I'm not suggesting you stop investing in technologies that meet buying demand. I am suggesting that you make a focused investment in sales communication that places your brand back in the spotlight and your ad products in a supporting role. Here are two simple steps to help you increase the value of your content brand:

REPLACE "USERS" WITH "READERS." Stop calling your audience "users." It has a negative connotation: The audience is using your site, you are using the audience. It all sounds transparent and cheap. The term "reader" implies a deeper commitment to the branded content with which they choose to engage.

OWN THE READER. Selling the value of a content brand starts with understanding the value delivered to readers in exchange for their attention. That means you must become one. Many salespeople mistake glancing for reading and thus miss out on high-grade sales fuel. You have to read everything produced in some scale consistently to identify how this content relationship matters to the clients that matter to you.

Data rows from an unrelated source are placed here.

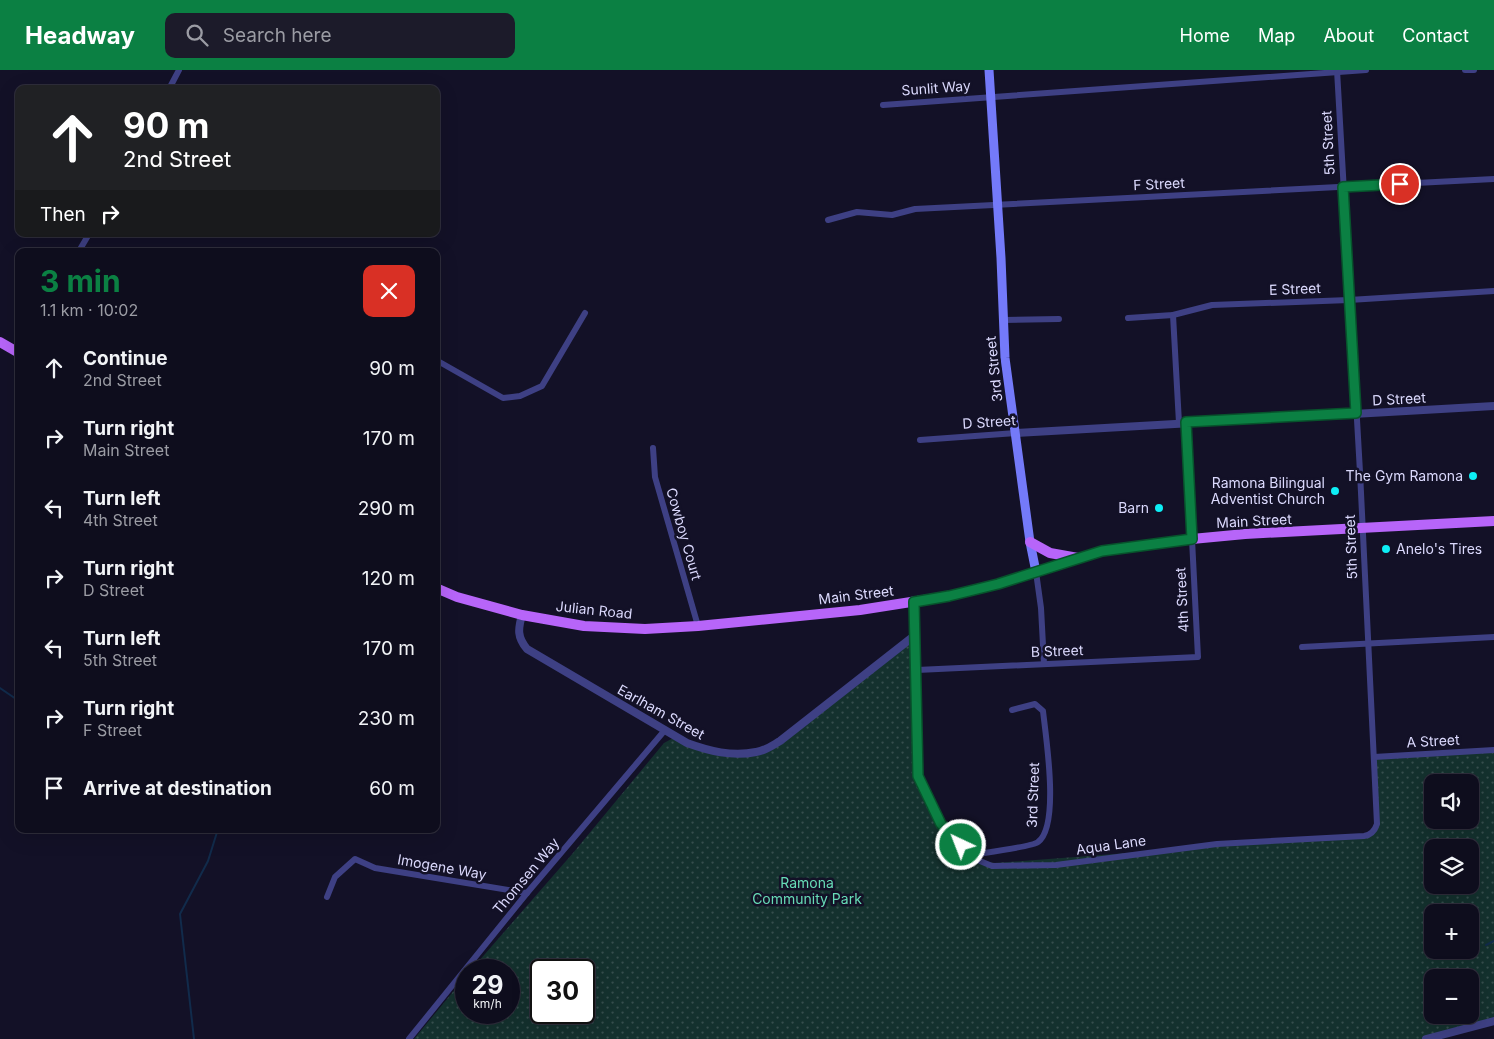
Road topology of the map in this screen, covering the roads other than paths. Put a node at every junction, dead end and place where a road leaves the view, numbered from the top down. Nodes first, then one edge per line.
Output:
1 (179, 70) edge
2 (989, 70) edge
3 (1366, 70) edge
4 (1465, 70) edge
5 (1474, 70) edge
6 (1337, 71) edge
7 (171, 85) edge
8 (990, 96) junction
9 (883, 104) dead end
10 (1494, 179) edge
11 (1343, 187) junction
12 (998, 204) junction
13 (828, 220) dead end
14 (87, 237) edge
15 (81, 248) edge
16 (1494, 291) edge
17 (1350, 300) junction
18 (585, 313) dead end
19 (1173, 314) junction
20 (1128, 318) dead end
21 (1059, 319) dead end
22 (1003, 320) junction
23 (0, 342) edge
24 (15, 351) edge
25 (440, 362) edge
26 (1494, 406) edge
27 (1356, 413) junction
28 (1182, 422) junction
29 (1016, 433) junction
30 (920, 440) dead end
31 (653, 448) dead end
32 (1494, 521) edge
33 (1362, 529) junction
34 (1192, 539) junction
35 (1030, 542) junction
36 (1080, 558) junction
37 (1036, 572) junction
38 (440, 590) edge
39 (914, 602) junction
40 (522, 615) junction
41 (754, 621) joint
42 (698, 626) junction
43 (914, 636) junction
44 (1494, 637) edge
45 (1368, 643) junction
46 (1302, 647) dead end
47 (1198, 658) joint
48 (1044, 664) junction
49 (917, 670) junction
50 (1012, 710) dead end
51 (665, 730) junction
52 (1494, 750) edge
53 (1374, 757) junction
54 (1364, 836) joint
55 (971, 855) junction
56 (527, 894) junction
57 (327, 897) dead end
58 (1494, 1021) edge
59 (409, 1039) edge
60 (1428, 1039) edge

1 - 7 street
2 - 8 main road, 3rd Street
3 - 6 street, Sunlit Way
4 - 5 street
6 - 8 street, Sunlit Way
6 - 11 street, 5th Street
8 - 9 street, Sunlit Way
8 - 12 main road, 3rd Street
10 - 11 street, F Street
11 - 12 street, F Street
11 - 17 street, 5th Street
12 - 13 street, F Street
12 - 22 main road, 3rd Street
14 - 15 street
16 - 17 street, E Street
17 - 19 street, E Street
17 - 27 street, 5th Street
18 - 25 street
19 - 20 street, E Street
19 - 28 street, 4th Street
21 - 22 street
22 - 29 main road, 3rd Street
23 - 24 main road
26 - 27 street, D Street
27 - 28 street, D Street
27 - 33 street, 5th Street
28 - 29 street, D Street
28 - 34 street, 4th Street
29 - 30 street, D Street
29 - 35 main road, 3rd Street
31 - 42 street, Cowboy Court
32 - 33 main road, Main Street
33 - 34 main road, Main Street
33 - 45 street, 5th Street
34 - 36 main road, Main Street
34 - 47 street, 4th Street
35 - 36 main road
35 - 37 main road, 3rd Street
36 - 37 main road, Main Street
37 - 39 main road, Main Street
37 - 48 street, 3rd Street
38 - 40 main road, Julian Road
39 - 41 main road, Main Street
39 - 43 street
40 - 42 main road, Julian Road
40 - 51 street, Earlham Street
41 - 42 main road, Julian Road
43 - 49 street, Aqua Lane
43 - 51 street, Earlham Street
44 - 45 street
45 - 46 street
45 - 53 street, 5th Street
47 - 48 street, B Street
48 - 49 street, B Street
49 - 55 street, Aqua Lane
50 - 55 street, 3rd Street
51 - 56 street, Thomsen Way
52 - 53 street, A Street
53 - 54 street, 5th Street
54 - 55 street, Aqua Lane
56 - 57 street, Imogene Way
56 - 59 street, Thomsen Way
58 - 60 street

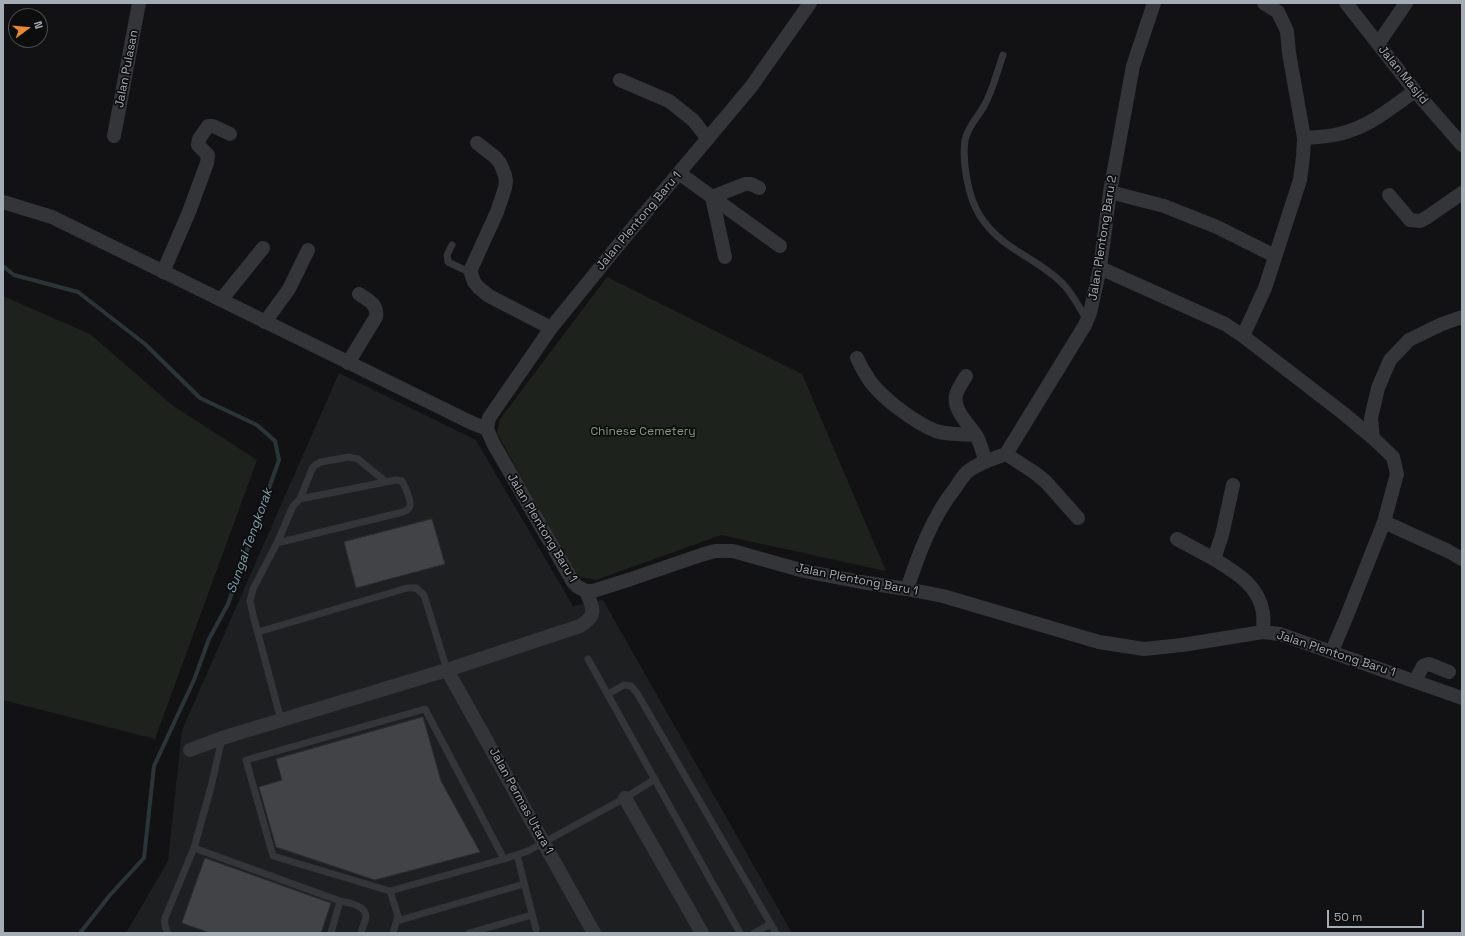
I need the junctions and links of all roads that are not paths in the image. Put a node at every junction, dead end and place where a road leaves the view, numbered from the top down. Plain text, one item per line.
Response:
1 (139, 3) edge
2 (810, 3) edge
3 (1154, 3) edge
4 (1264, 3) edge
5 (1346, 3) edge
6 (1406, 3) edge
7 (1378, 44) junction
8 (1003, 55) dead end
9 (620, 80) dead end
10 (1415, 91) junction
11 (230, 134) dead end
12 (114, 136) dead end
13 (1313, 137) junction
14 (708, 139) junction
15 (477, 144) dead end
16 (1462, 145) edge
17 (679, 173) junction
18 (759, 188) dead end
19 (1110, 192) junction
20 (1462, 193) edge
21 (1389, 195) dead end
22 (712, 197) junction
23 (3, 202) edge
24 (452, 245) dead end
25 (780, 246) dead end
26 (263, 248) dead end
27 (308, 250) dead end
28 (1275, 256) junction
29 (725, 257) dead end
30 (1100, 268) junction
31 (163, 272) junction
32 (470, 273) junction
33 (359, 294) dead end
34 (221, 300) junction
35 (1462, 317) edge
36 (1087, 320) junction
37 (265, 322) junction
38 (551, 328) junction
39 (1243, 336) junction
40 (857, 358) dead end
41 (348, 363) junction
42 (966, 376) dead end
43 (487, 429) junction
44 (976, 435) junction
45 (1373, 438) junction
46 (1006, 454) junction
47 (985, 461) junction
48 (386, 482) junction
49 (1233, 485) dead end
50 (300, 499) junction
51 (1078, 518) dead end
52 (1384, 522) junction
53 (1177, 540) dead end
54 (277, 543) junction
55 (1214, 559) junction
56 (1462, 559) edge
57 (907, 589) junction
58 (586, 591) junction
59 (258, 632) junction
60 (1263, 632) junction
61 (1332, 651) junction
62 (588, 659) dead end
63 (447, 670) junction
64 (1448, 672) dead end
65 (1415, 681) junction
66 (608, 694) junction
67 (1462, 698) edge
68 (281, 720) junction
69 (222, 738) junction
70 (190, 750) dead end
71 (655, 779) junction
72 (625, 798) junction
73 (544, 843) junction
74 (194, 848) junction
75 (517, 855) junction
76 (504, 859) junction
77 (524, 884) junction
78 (390, 891) junction
79 (340, 901) junction
80 (532, 915) junction
81 (397, 921) junction
82 (771, 924) junction
83 (536, 929) dead end
84 (490, 930) edge
85 (168, 933) edge
86 (331, 933) edge
87 (361, 933) edge
88 (393, 933) edge
89 (469, 933) edge
90 (594, 933) edge
91 (702, 933) edge
92 (740, 933) edge
93 (754, 933) edge
94 (776, 933) edge

1 - 12 street, Jalan Pulasan
2 - 14 street, Jalan Plentong Baru 1
3 - 19 street, Jalan Plentong Baru 2
4 - 13 street
5 - 7 street, Jalan Masjid
6 - 7 street
7 - 10 street, Jalan Masjid
8 - 36 lane
9 - 14 street
10 - 13 street
10 - 16 street, Jalan Masjid
11 - 31 street
13 - 28 street
14 - 17 street, Jalan Plentong Baru 1
15 - 32 street
17 - 22 street
17 - 38 street, Jalan Plentong Baru 1
18 - 22 street
19 - 28 street
19 - 30 street, Jalan Plentong Baru 2
20 - 21 street
22 - 25 street
22 - 29 street
23 - 31 street
24 - 32 lane
26 - 34 street
27 - 37 street
28 - 39 street
30 - 36 street, Jalan Plentong Baru 2
30 - 39 street
31 - 34 street
32 - 38 street
33 - 41 street
34 - 37 street
35 - 45 street
36 - 46 street, Jalan Plentong Baru 2
37 - 41 street
38 - 43 street, Jalan Plentong Baru 1
39 - 45 street
40 - 44 street
41 - 43 street
42 - 44 street
43 - 58 street, Jalan Plentong Baru 1
44 - 47 street
45 - 52 street
46 - 47 street
46 - 51 street
47 - 57 street
48 - 50 lane
48 - 50 lane
48 - 54 lane
49 - 55 street
50 - 54 lane
52 - 56 street
52 - 61 street
53 - 55 street
54 - 59 lane
55 - 60 street
57 - 58 street, Jalan Plentong Baru 1
57 - 60 street, Jalan Plentong Baru 1
58 - 63 street
59 - 63 lane
59 - 68 lane
60 - 61 street, Jalan Plentong Baru 1
61 - 65 street, Jalan Plentong Baru 1
62 - 66 lane
63 - 68 street
63 - 73 street, Jalan Permas Utara 1
64 - 65 street
65 - 67 street, Jalan Plentong Baru 1
66 - 71 lane
66 - 82 lane
68 - 69 street
69 - 70 street
69 - 74 lane
71 - 72 lane
71 - 92 lane
72 - 73 lane
72 - 91 street
73 - 75 lane
73 - 90 street, Jalan Permas Utara 1
74 - 79 lane
74 - 85 lane
75 - 76 lane
75 - 77 lane
76 - 78 lane
76 - 78 lane
77 - 80 lane
77 - 81 lane
78 - 81 lane
79 - 86 lane
79 - 87 lane
80 - 83 lane
80 - 84 lane
81 - 88 lane
82 - 93 lane
82 - 94 lane
84 - 89 lane

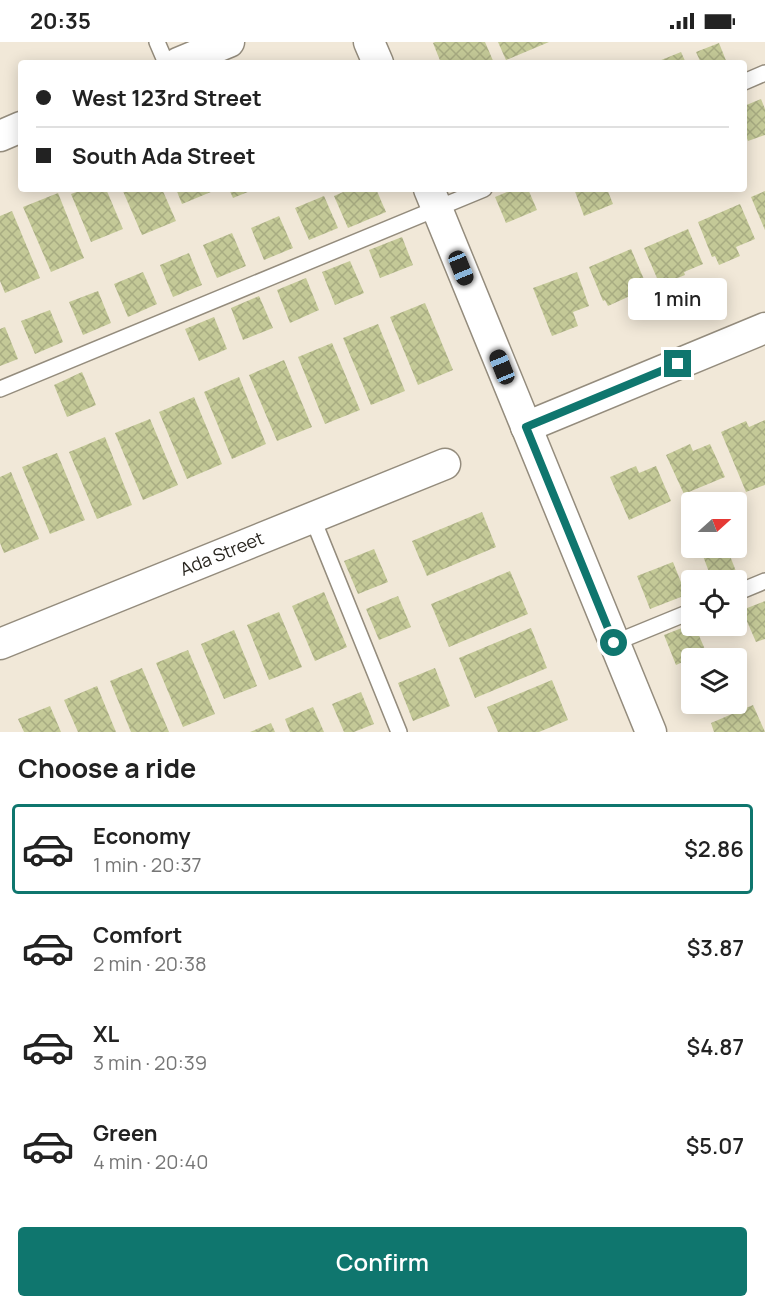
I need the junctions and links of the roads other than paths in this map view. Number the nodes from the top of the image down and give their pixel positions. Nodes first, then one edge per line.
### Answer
1 (157, 42) edge
2 (230, 42) edge
3 (369, 42) edge
4 (165, 60) edge
5 (185, 60) edge
6 (377, 60) edge
7 (765, 73) edge
8 (747, 80) edge
9 (18, 128) edge
10 (0, 136) edge
11 (468, 192) edge
12 (433, 199) edge
13 (765, 328) edge
14 (0, 389) edge
15 (526, 427) junction
16 (445, 464) dead end
17 (312, 518) junction
18 (765, 581) edge
19 (747, 588) edge
20 (681, 616) edge
21 (614, 643) junction
22 (0, 645) edge
23 (399, 732) edge
24 (651, 732) edge

1 - 4 lane
2 - 5 street
3 - 6 street
7 - 8 lane
9 - 10 street
11 - 12 lane
12 - 14 lane
12 - 15 street
13 - 15 street
15 - 21 street
16 - 17 street, Ada Street
17 - 22 street, Ada Street
17 - 23 lane
18 - 19 lane
20 - 21 lane
21 - 24 street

At IGN, where I used to work, we took this one step further by meeting with our readers. We hosted a group of them at our offices and peppered them with questions in the hopes of better understanding their commitment to our brand so we could then translate that in our sales communication. It was after this impromptu focus group that we started to truly care about the readers we represented -- so much so that we stopped selling pop-up advertising, because our readers begged us to.

Warren Greshes, a motivational speaker, says that clients don't hear your words, they hear your commitment. Once you become more intimate with your readers, your sales dialogue will reflect their commitment to your content brand.

If you can increase your content brand's value, the price for your real estate will go up. If your brand shows signs of erosion and all the houses start to blend together, it becomes a buyers' market.